僕はご主人さまの足首に手を添えながら体勢を立て直して、ご主人さまの方に向き直り、頬に押し付けられた足裏を持って、一気に顔を埋めた。一日分の汗で湿ってひんやりしたナイロン地の感触を顔全体に感じる。そして思いっきり息を吸い込む。

「ね~ちょっと~くさいよ~」

そう言ってご主人さまは足を引っ込めようとする。でも、僕はがっちりと掴んで離さなかった。

「今日はいっぱい仕事、しましたね?」

僕がそう言うと、ご主人さまは恥ずかしそうにして照れ笑いをする。

「ねーえー」

ご主人さまは抗議の声を上げる。

「良い匂い、すごく良い匂いがする」

「嘘だ~」

「嘘じゃないって。ほんとに良い匂いなんだって」

もちろんそれは本当に嘘なんかじゃない。パンプスの皮の匂いと、柔軟剤の匂いと、蒸れて凝縮された汗の匂いと、彼女の体臭が混じった匂いだった。その匂いは、ご主人さまだけが発することができる特別な匂いで、何度も鼻から息を思いっきり吸い込む。そして、吸い込めば吸い込むほどに、頭がおかしくなりそうなほどに興奮していく。

もっと……もっと欲しい……

「舐めたい……」

そう僕がぽつりと呟くと、ご主人さまは呆れた表情をしながらも、スカートの裾から手を入れて尻を浮かせてストッキングを脱いでくれる。そして、ほら、と裸足の足を差し出してくれた。

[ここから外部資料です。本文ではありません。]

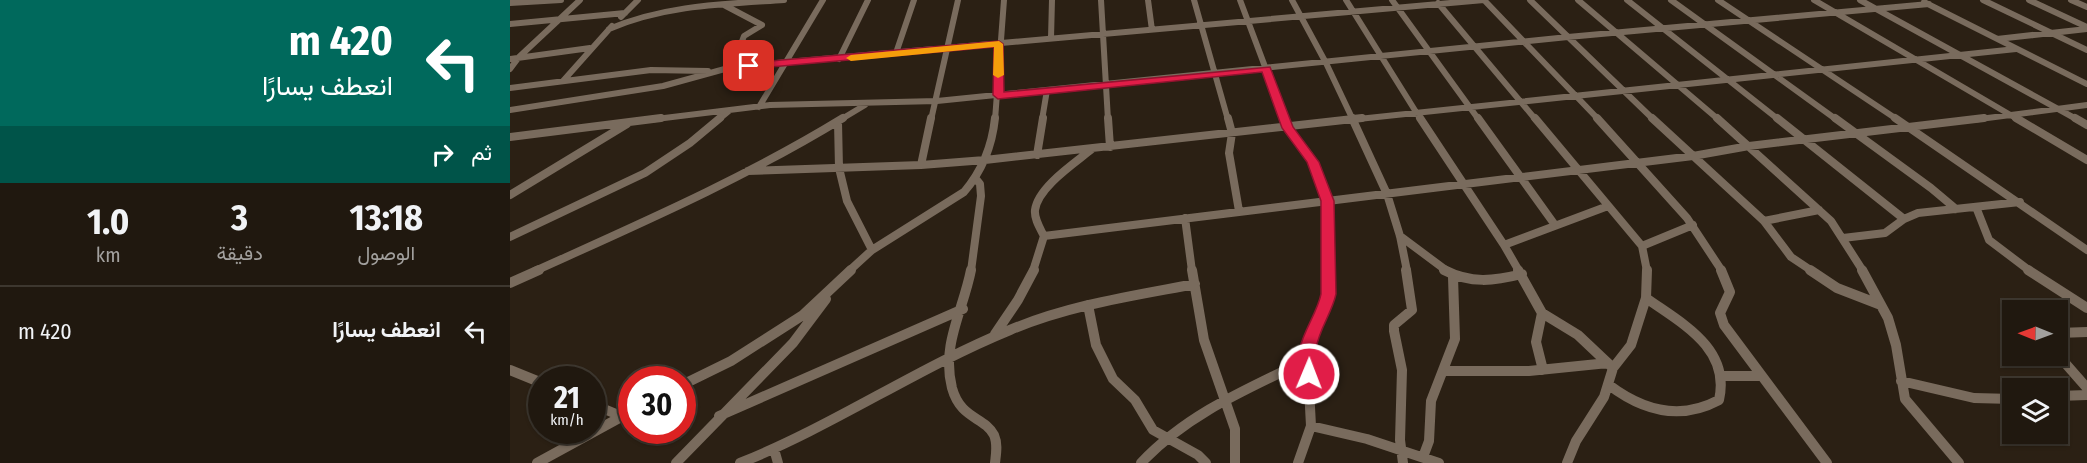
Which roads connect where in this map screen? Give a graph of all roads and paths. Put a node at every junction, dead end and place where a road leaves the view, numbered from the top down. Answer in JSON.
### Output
{"nodes":[{"id":1,"x":538,"y":0,"type":"edge"},
{"id":2,"x":561,"y":0,"type":"edge"},
{"id":3,"x":580,"y":0,"type":"edge"},
{"id":4,"x":638,"y":0,"type":"edge"},
{"id":5,"x":784,"y":0,"type":"edge"},
{"id":6,"x":822,"y":0,"type":"edge"},
{"id":7,"x":868,"y":0,"type":"edge"},
{"id":8,"x":914,"y":0,"type":"edge"},
{"id":9,"x":957,"y":0,"type":"edge"},
{"id":10,"x":1004,"y":0,"type":"edge"},
{"id":11,"x":1052,"y":0,"type":"edge"},
{"id":12,"x":1101,"y":0,"type":"edge"},
{"id":13,"x":1148,"y":0,"type":"edge"},
{"id":14,"x":1194,"y":0,"type":"edge"},
{"id":15,"x":1240,"y":0,"type":"edge"},
{"id":16,"x":1292,"y":0,"type":"edge"},
{"id":17,"x":1346,"y":0,"type":"edge"},
{"id":18,"x":1392,"y":0,"type":"edge"},
{"id":19,"x":1484,"y":0,"type":"edge"},
{"id":20,"x":1530,"y":0,"type":"edge"},
{"id":21,"x":1578,"y":0,"type":"edge"},
{"id":22,"x":1627,"y":0,"type":"edge"},
{"id":23,"x":1671,"y":0,"type":"edge"},
{"id":24,"x":1718,"y":0,"type":"edge"},
{"id":25,"x":1814,"y":0,"type":"edge"},
{"id":26,"x":1860,"y":0,"type":"edge"},
{"id":27,"x":1921,"y":0,"type":"edge"},
{"id":28,"x":1983,"y":0,"type":"edge"},
{"id":29,"x":2029,"y":0,"type":"edge"},
{"id":30,"x":2071,"y":0,"type":"edge"},
{"id":31,"x":1438,"y":2,"type":"edge"},
{"id":32,"x":510,"y":3,"type":"edge"},
{"id":33,"x":1929,"y":4,"type":"junction"},
{"id":34,"x":724,"y":5,"type":"junction"},
{"id":35,"x":2087,"y":7,"type":"edge"},
{"id":36,"x":1398,"y":8,"type":"junction"},
{"id":37,"x":1875,"y":8,"type":"junction"},
{"id":38,"x":1353,"y":12,"type":"junction"},
{"id":39,"x":1835,"y":12,"type":"junction"},
{"id":40,"x":625,"y":13,"type":"junction"},
{"id":41,"x":1302,"y":17,"type":"junction"},
{"id":42,"x":561,"y":18,"type":"junction"},
{"id":43,"x":1749,"y":20,"type":"junction"},
{"id":44,"x":1249,"y":22,"type":"junction"},
{"id":45,"x":512,"y":25,"type":"edge"},
{"id":46,"x":1706,"y":25,"type":"junction"},
{"id":47,"x":1200,"y":26,"type":"junction"},
{"id":48,"x":1663,"y":28,"type":"junction"},
{"id":49,"x":2087,"y":28,"type":"edge"},
{"id":50,"x":609,"y":29,"type":"junction"},
{"id":51,"x":1152,"y":30,"type":"junction"},
{"id":52,"x":1615,"y":33,"type":"junction"},
{"id":53,"x":2052,"y":33,"type":"junction"},
{"id":54,"x":1102,"y":34,"type":"junction"},
{"id":55,"x":1568,"y":37,"type":"junction"},
{"id":56,"x":1051,"y":38,"type":"junction"},
{"id":57,"x":1997,"y":39,"type":"junction"},
{"id":58,"x":1525,"y":42,"type":"junction"},
{"id":59,"x":999,"y":44,"type":"junction"},
{"id":60,"x":1477,"y":47,"type":"junction"},
{"id":61,"x":590,"y":48,"type":"junction"},
{"id":62,"x":948,"y":48,"type":"junction"},
{"id":63,"x":2016,"y":49,"type":"junction"},
{"id":64,"x":2087,"y":50,"type":"edge"},
{"id":65,"x":1430,"y":52,"type":"junction"},
{"id":66,"x":896,"y":54,"type":"junction"},
{"id":67,"x":1955,"y":54,"type":"junction"},
{"id":68,"x":519,"y":57,"type":"junction"},
{"id":69,"x":1381,"y":57,"type":"junction"},
{"id":70,"x":1914,"y":58,"type":"junction"},
{"id":71,"x":510,"y":59,"type":"edge"},
{"id":72,"x":839,"y":59,"type":"junction"},
{"id":73,"x":784,"y":63,"type":"junction"},
{"id":74,"x":1326,"y":63,"type":"junction"},
{"id":75,"x":732,"y":68,"type":"junction"},
{"id":76,"x":1821,"y":68,"type":"junction"},
{"id":77,"x":510,"y":69,"type":"edge"},
{"id":78,"x":1266,"y":69,"type":"junction"},
{"id":79,"x":712,"y":71,"type":"junction"},
{"id":80,"x":1216,"y":73,"type":"junction"},
{"id":81,"x":1771,"y":74,"type":"junction"},
{"id":82,"x":1724,"y":79,"type":"junction"},
{"id":83,"x":563,"y":81,"type":"junction"},
{"id":84,"x":1106,"y":84,"type":"junction"},
{"id":85,"x":1677,"y":84,"type":"junction"},
{"id":86,"x":2087,"y":84,"type":"edge"},
{"id":87,"x":510,"y":88,"type":"edge"},
{"id":88,"x":1047,"y":90,"type":"junction"},
{"id":89,"x":1622,"y":90,"type":"junction"},
{"id":90,"x":998,"y":95,"type":"junction"},
{"id":91,"x":1577,"y":95,"type":"junction"},
{"id":92,"x":937,"y":101,"type":"junction"},
{"id":93,"x":1522,"y":101,"type":"junction"},
{"id":94,"x":865,"y":105,"type":"junction"},
{"id":95,"x":2087,"y":105,"type":"edge"},
{"id":96,"x":759,"y":107,"type":"junction"},
{"id":97,"x":1469,"y":107,"type":"junction"},
{"id":98,"x":2058,"y":108,"type":"junction"},
{"id":99,"x":510,"y":110,"type":"edge"},
{"id":100,"x":729,"y":111,"type":"junction"},
{"id":101,"x":1416,"y":113,"type":"junction"},
{"id":102,"x":2007,"y":116,"type":"junction"},
{"id":103,"x":1353,"y":120,"type":"junction"},
{"id":104,"x":630,"y":122,"type":"junction"},
{"id":105,"x":838,"y":122,"type":"junction"},
{"id":106,"x":2087,"y":125,"type":"edge"},
{"id":107,"x":1288,"y":128,"type":"junction"},
{"id":108,"x":1911,"y":128,"type":"junction"},
{"id":109,"x":1232,"y":133,"type":"junction"},
{"id":110,"x":1856,"y":135,"type":"junction"},
{"id":111,"x":510,"y":137,"type":"edge"},
{"id":112,"x":1805,"y":140,"type":"junction"},
{"id":113,"x":1749,"y":146,"type":"junction"},
{"id":114,"x":1110,"y":147,"type":"junction"},
{"id":115,"x":1092,"y":149,"type":"junction"},
{"id":116,"x":1037,"y":155,"type":"junction"},
{"id":117,"x":1693,"y":156,"type":"junction"},
{"id":118,"x":985,"y":160,"type":"junction"},
{"id":119,"x":2087,"y":160,"type":"edge"},
{"id":120,"x":1638,"y":162,"type":"junction"},
{"id":121,"x":921,"y":165,"type":"junction"},
{"id":122,"x":839,"y":168,"type":"junction"},
{"id":123,"x":1579,"y":170,"type":"junction"},
{"id":124,"x":748,"y":171,"type":"junction"},
{"id":125,"x":1521,"y":176,"type":"junction"},
{"id":126,"x":976,"y":179,"type":"junction"},
{"id":127,"x":1461,"y":183,"type":"junction"},
{"id":128,"x":1387,"y":194,"type":"junction"},
{"id":129,"x":510,"y":195,"type":"edge"},
{"id":130,"x":1328,"y":201,"type":"junction"},
{"id":131,"x":2020,"y":202,"type":"junction"},
{"id":132,"x":1608,"y":206,"type":"junction"},
{"id":133,"x":1976,"y":207,"type":"junction"},
{"id":134,"x":1956,"y":209,"type":"junction"},
{"id":135,"x":1819,"y":210,"type":"junction"},
{"id":136,"x":1239,"y":211,"type":"junction"},
{"id":137,"x":1185,"y":218,"type":"junction"},
{"id":138,"x":1904,"y":219,"type":"junction"},
{"id":139,"x":1764,"y":221,"type":"junction"},
{"id":140,"x":1555,"y":225,"type":"junction"},
{"id":141,"x":1693,"y":225,"type":"junction"},
{"id":142,"x":1044,"y":236,"type":"junction"},
{"id":143,"x":1400,"y":236,"type":"junction"},
{"id":144,"x":510,"y":237,"type":"edge"},
{"id":145,"x":1843,"y":238,"type":"junction"},
{"id":146,"x":1504,"y":245,"type":"junction"},
{"id":147,"x":1642,"y":246,"type":"junction"},
{"id":148,"x":872,"y":250,"type":"junction"},
{"id":149,"x":2087,"y":250,"type":"edge"},
{"id":150,"x":1522,"y":274,"type":"junction"},
{"id":151,"x":1453,"y":277,"type":"junction"},
{"id":152,"x":510,"y":283,"type":"edge"},
{"id":153,"x":1195,"y":284,"type":"junction"},
{"id":154,"x":834,"y":286,"type":"junction"},
{"id":155,"x":1646,"y":298,"type":"junction"},
{"id":156,"x":1088,"y":305,"type":"junction"},
{"id":157,"x":1881,"y":305,"type":"junction"},
{"id":158,"x":2087,"y":308,"type":"edge"},
{"id":159,"x":963,"y":309,"type":"junction"},
{"id":160,"x":1542,"y":314,"type":"junction"},
{"id":161,"x":2087,"y":332,"type":"edge"},
{"id":162,"x":2068,"y":333,"type":"edge"},
{"id":163,"x":994,"y":336,"type":"junction"},
{"id":164,"x":948,"y":360,"type":"junction"},
{"id":165,"x":1307,"y":360,"type":"junction"},
{"id":166,"x":1610,"y":366,"type":"junction"},
{"id":167,"x":2068,"y":366,"type":"edge"},
{"id":168,"x":510,"y":370,"type":"edge"},
{"id":169,"x":1543,"y":370,"type":"junction"},
{"id":170,"x":1444,"y":371,"type":"junction"},
{"id":171,"x":1720,"y":376,"type":"junction"},
{"id":172,"x":1762,"y":376,"type":"junction"},
{"id":173,"x":528,"y":377,"type":"edge"},
{"id":174,"x":696,"y":378,"type":"edge"},
{"id":175,"x":1901,"y":381,"type":"junction"},
{"id":176,"x":1609,"y":384,"type":"junction"},
{"id":177,"x":2087,"y":388,"type":"edge"},
{"id":178,"x":2087,"y":395,"type":"edge"},
{"id":179,"x":2068,"y":396,"type":"edge"},
{"id":180,"x":1228,"y":399,"type":"junction"},
{"id":181,"x":2002,"y":399,"type":"edge"},
{"id":182,"x":718,"y":416,"type":"junction"},
{"id":183,"x":618,"y":418,"type":"edge"},
{"id":184,"x":1311,"y":426,"type":"junction"},
{"id":185,"x":1165,"y":438,"type":"junction"},
{"id":186,"x":774,"y":449,"type":"junction"},
{"id":187,"x":1400,"y":449,"type":"junction"},
{"id":188,"x":1423,"y":457,"type":"junction"},
{"id":189,"x":537,"y":463,"type":"edge"},
{"id":190,"x":676,"y":463,"type":"edge"},
{"id":191,"x":740,"y":463,"type":"edge"},
{"id":192,"x":778,"y":463,"type":"edge"},
{"id":193,"x":995,"y":463,"type":"edge"},
{"id":194,"x":1140,"y":463,"type":"edge"},
{"id":195,"x":1206,"y":463,"type":"edge"},
{"id":196,"x":1235,"y":463,"type":"edge"},
{"id":197,"x":1298,"y":463,"type":"edge"},
{"id":198,"x":1403,"y":463,"type":"edge"},
{"id":199,"x":1439,"y":463,"type":"edge"},
{"id":200,"x":1567,"y":463,"type":"edge"},
{"id":201,"x":1827,"y":463,"type":"edge"},
{"id":202,"x":1959,"y":463,"type":"edge"}],
"edges":[{"from":1,"to":2,"type":"street"},
{"from":1,"to":32,"type":"street"},
{"from":3,"to":42,"type":"street"},
{"from":4,"to":40,"type":"street"},
{"from":5,"to":34,"type":"street"},
{"from":6,"to":73,"type":"street"},
{"from":7,"to":72,"type":"street"},
{"from":8,"to":66,"type":"street"},
{"from":9,"to":62,"type":"street"},
{"from":10,"to":59,"type":"street"},
{"from":11,"to":56,"type":"street"},
{"from":12,"to":54,"type":"street"},
{"from":13,"to":51,"type":"street"},
{"from":14,"to":47,"type":"street"},
{"from":15,"to":44,"type":"street"},
{"from":16,"to":41,"type":"street"},
{"from":17,"to":38,"type":"street"},
{"from":18,"to":36,"type":"street"},
{"from":19,"to":31,"type":"street"},
{"from":19,"to":58,"type":"street"},
{"from":20,"to":55,"type":"street"},
{"from":21,"to":52,"type":"street"},
{"from":22,"to":48,"type":"street"},
{"from":23,"to":46,"type":"street"},
{"from":24,"to":43,"type":"street"},
{"from":25,"to":39,"type":"street"},
{"from":26,"to":37,"type":"street"},
{"from":27,"to":33,"type":"street"},
{"from":28,"to":53,"type":"street"},
{"from":29,"to":49,"type":"street"},
{"from":30,"to":35,"type":"street"},
{"from":31,"to":36,"type":"street"},
{"from":31,"to":60,"type":"street"},
{"from":33,"to":37,"type":"street"},
{"from":33,"to":57,"type":"street"},
{"from":34,"to":50,"type":"street"},
{"from":34,"to":75,"type":"street"},
{"from":36,"to":38,"type":"street"},
{"from":36,"to":65,"type":"street"},
{"from":37,"to":39,"type":"street"},
{"from":37,"to":67,"type":"street"},
{"from":38,"to":41,"type":"street"},
{"from":38,"to":69,"type":"street"},
{"from":39,"to":43,"type":"street"},
{"from":39,"to":70,"type":"street"},
{"from":40,"to":42,"type":"street"},
{"from":40,"to":50,"type":"street"},
{"from":41,"to":44,"type":"street"},
{"from":41,"to":74,"type":"street"},
{"from":42,"to":45,"type":"street"},
{"from":42,"to":68,"type":"street"},
{"from":43,"to":46,"type":"street"},
{"from":43,"to":76,"type":"street"},
{"from":44,"to":47,"type":"street"},
{"from":44,"to":78,"type":"street"},
{"from":46,"to":48,"type":"street"},
{"from":46,"to":81,"type":"street"},
{"from":47,"to":51,"type":"street"},
{"from":47,"to":80,"type":"street"},
{"from":48,"to":52,"type":"street"},
{"from":48,"to":82,"type":"street"},
{"from":49,"to":53,"type":"street"},
{"from":50,"to":61,"type":"street"},
{"from":51,"to":54,"type":"street"},
{"from":52,"to":55,"type":"street"},
{"from":52,"to":85,"type":"street"},
{"from":53,"to":57,"type":"street"},
{"from":53,"to":64,"type":"street"},
{"from":54,"to":56,"type":"street"},
{"from":54,"to":84,"type":"street"},
{"from":55,"to":58,"type":"street"},
{"from":55,"to":89,"type":"street"},
{"from":56,"to":59,"type":"street"},
{"from":57,"to":63,"type":"street"},
{"from":58,"to":60,"type":"street"},
{"from":58,"to":91,"type":"street"},
{"from":59,"to":62,"type":"street"},
{"from":59,"to":90,"type":"street"},
{"from":60,"to":65,"type":"street"},
{"from":60,"to":93,"type":"street"},
{"from":61,"to":68,"type":"street"},
{"from":61,"to":83,"type":"street"},
{"from":62,"to":66,"type":"street"},
{"from":62,"to":92,"type":"street"},
{"from":63,"to":67,"type":"street"},
{"from":63,"to":86,"type":"street"},
{"from":65,"to":69,"type":"street"},
{"from":65,"to":97,"type":"street"},
{"from":66,"to":72,"type":"street"},
{"from":67,"to":70,"type":"street"},
{"from":67,"to":98,"type":"street"},
{"from":68,"to":71,"type":"street"},
{"from":68,"to":77,"type":"street"},
{"from":69,"to":74,"type":"street"},
{"from":69,"to":101,"type":"street"},
{"from":70,"to":76,"type":"street"},
{"from":70,"to":102,"type":"street"},
{"from":72,"to":73,"type":"street"},
{"from":73,"to":75,"type":"street"},
{"from":73,"to":96,"type":"street"},
{"from":74,"to":78,"type":"street"},
{"from":74,"to":103,"type":"street"},
{"from":75,"to":79,"type":"street"},
{"from":76,"to":81,"type":"street"},
{"from":76,"to":108,"type":"street"},
{"from":78,"to":80,"type":"street"},
{"from":78,"to":107,"type":"street"},
{"from":79,"to":83,"type":"street"},
{"from":79,"to":99,"type":"street"},
{"from":80,"to":84,"type":"street"},
{"from":80,"to":109,"type":"street"},
{"from":81,"to":82,"type":"street"},
{"from":81,"to":110,"type":"street"},
{"from":82,"to":85,"type":"street"},
{"from":82,"to":112,"type":"street"},
{"from":83,"to":87,"type":"street"},
{"from":84,"to":88,"type":"street"},
{"from":84,"to":114,"type":"street"},
{"from":85,"to":89,"type":"street"},
{"from":85,"to":113,"type":"street"},
{"from":88,"to":90,"type":"street"},
{"from":88,"to":116,"type":"street"},
{"from":89,"to":91,"type":"street"},
{"from":89,"to":117,"type":"street"},
{"from":90,"to":92,"type":"street"},
{"from":90,"to":118,"type":"street"},
{"from":91,"to":93,"type":"street"},
{"from":91,"to":120,"type":"street"},
{"from":92,"to":94,"type":"street"},
{"from":92,"to":121,"type":"street"},
{"from":93,"to":97,"type":"street"},
{"from":93,"to":123,"type":"street"},
{"from":94,"to":96,"type":"street"},
{"from":94,"to":105,"type":"street"},
{"from":95,"to":98,"type":"street"},
{"from":96,"to":100,"type":"street"},
{"from":97,"to":101,"type":"street"},
{"from":97,"to":125,"type":"street"},
{"from":98,"to":102,"type":"street"},
{"from":98,"to":106,"type":"street"},
{"from":100,"to":104,"type":"street"},
{"from":100,"to":144,"type":"street"},
{"from":101,"to":103,"type":"street"},
{"from":101,"to":127,"type":"street"},
{"from":102,"to":108,"type":"street"},
{"from":102,"to":119,"type":"street"},
{"from":103,"to":107,"type":"street"},
{"from":103,"to":128,"type":"street"},
{"from":104,"to":111,"type":"street"},
{"from":104,"to":129,"type":"street"},
{"from":105,"to":122,"type":"street"},
{"from":105,"to":124,"type":"street"},
{"from":107,"to":109,"type":"street"},
{"from":107,"to":130,"type":"street"},
{"from":108,"to":110,"type":"street"},
{"from":108,"to":131,"type":"street"},
{"from":109,"to":114,"type":"street"},
{"from":109,"to":136,"type":"street"},
{"from":110,"to":112,"type":"street"},
{"from":110,"to":134,"type":"street"},
{"from":112,"to":113,"type":"street"},
{"from":112,"to":138,"type":"street"},
{"from":113,"to":117,"type":"street"},
{"from":113,"to":135,"type":"street"},
{"from":114,"to":115,"type":"street"},
{"from":115,"to":116,"type":"street"},
{"from":115,"to":142,"type":"street"},
{"from":116,"to":118,"type":"street"},
{"from":117,"to":120,"type":"street"},
{"from":117,"to":139,"type":"street"},
{"from":118,"to":121,"type":"street"},
{"from":118,"to":126,"type":"street"},
{"from":120,"to":123,"type":"street"},
{"from":120,"to":141,"type":"street"},
{"from":121,"to":122,"type":"street"},
{"from":122,"to":124,"type":"street"},
{"from":122,"to":148,"type":"street"},
{"from":123,"to":125,"type":"street"},
{"from":123,"to":132,"type":"street"},
{"from":124,"to":152,"type":"street"},
{"from":125,"to":127,"type":"street"},
{"from":125,"to":140,"type":"street"},
{"from":126,"to":148,"type":"street"},
{"from":126,"to":159,"type":"street"},
{"from":127,"to":128,"type":"street"},
{"from":127,"to":146,"type":"street"},
{"from":128,"to":130,"type":"street"},
{"from":128,"to":143,"type":"street"},
{"from":130,"to":136,"type":"street"},
{"from":130,"to":165,"type":"street"},
{"from":131,"to":133,"type":"street"},
{"from":131,"to":149,"type":"street"},
{"from":132,"to":140,"type":"street"},
{"from":132,"to":147,"type":"street"},
{"from":133,"to":134,"type":"street"},
{"from":133,"to":158,"type":"street"},
{"from":134,"to":138,"type":"street"},
{"from":135,"to":139,"type":"street"},
{"from":135,"to":145,"type":"street"},
{"from":136,"to":137,"type":"street"},
{"from":137,"to":142,"type":"street"},
{"from":137,"to":153,"type":"street"},
{"from":138,"to":145,"type":"street"},
{"from":139,"to":157,"type":"street"},
{"from":140,"to":146,"type":"street"},
{"from":141,"to":147,"type":"street"},
{"from":141,"to":172,"type":"street"},
{"from":142,"to":163,"type":"street"},
{"from":143,"to":151,"type":"street"},
{"from":143,"to":187,"type":"street"},
{"from":145,"to":157,"type":"street"},
{"from":146,"to":150,"type":"street"},
{"from":147,"to":155,"type":"street"},
{"from":148,"to":154,"type":"street"},
{"from":150,"to":151,"type":"street"},
{"from":150,"to":160,"type":"street"},
{"from":151,"to":170,"type":"street"},
{"from":153,"to":156,"type":"street"},
{"from":153,"to":180,"type":"street"},
{"from":154,"to":174,"type":"street"},
{"from":154,"to":182,"type":"street"},
{"from":155,"to":166,"type":"street"},
{"from":155,"to":171,"type":"street"},
{"from":156,"to":163,"type":"street"},
{"from":156,"to":185,"type":"street"},
{"from":157,"to":175,"type":"street"},
{"from":159,"to":164,"type":"street"},
{"from":159,"to":182,"type":"street"},
{"from":160,"to":166,"type":"street"},
{"from":160,"to":169,"type":"street"},
{"from":161,"to":162,"type":"street"},
{"from":163,"to":164,"type":"street"},
{"from":164,"to":186,"type":"street"},
{"from":164,"to":193,"type":"street"},
{"from":165,"to":180,"type":"street"},
{"from":165,"to":184,"type":"street"},
{"from":166,"to":169,"type":"street"},
{"from":166,"to":176,"type":"street"},
{"from":167,"to":177,"type":"street"},
{"from":168,"to":173,"type":"street"},
{"from":169,"to":170,"type":"street"},
{"from":170,"to":188,"type":"street"},
{"from":171,"to":172,"type":"street"},
{"from":171,"to":176,"type":"street"},
{"from":172,"to":201,"type":"street"},
{"from":175,"to":181,"type":"street"},
{"from":175,"to":202,"type":"street"},
{"from":176,"to":200,"type":"street"},
{"from":178,"to":179,"type":"street"},
{"from":180,"to":185,"type":"street"},
{"from":180,"to":196,"type":"street"},
{"from":182,"to":190,"type":"street"},
{"from":183,"to":189,"type":"street"},
{"from":184,"to":187,"type":"street"},
{"from":184,"to":197,"type":"street"},
{"from":185,"to":194,"type":"street"},
{"from":185,"to":195,"type":"street"},
{"from":186,"to":191,"type":"street"},
{"from":186,"to":192,"type":"street"},
{"from":187,"to":188,"type":"street"},
{"from":187,"to":198,"type":"street"},
{"from":188,"to":199,"type":"street"}]}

ひんやりとした足の裏はふかふかしてて、それでいてもちもちしていて柔らかい。ご主人さまのきめの細かい白い肌が街灯の光を反射していて、まるで足それ自体が輝いているみたいだった。

「ちょっとさあ~、いつものことなんだけど足の裏凝視はさすがにハズいわ」

「ご、ごめん。でもすごくキレイだよ。ずっと見ていたくなる……」

「ほんっと変態なんだかっんっ……」

ご主人さまがそう言い終わる前にご主人さまの足の裏に舌を這わせる。汗の塩辛い味が口中に広がっていって、ご主人さまの味がして、とても美味しい。足指の一本一本を余すところなく舐め上げていく。

「んっ、可愛い指だね……」

素直な感想を述べる。ご主人さまの言う通り、足の末端は冷えきっていて、ひんやりと冷たい。その指一本一本を温めるように、口に含んで、舌の上で転がす。まるで氷を味わうかのように。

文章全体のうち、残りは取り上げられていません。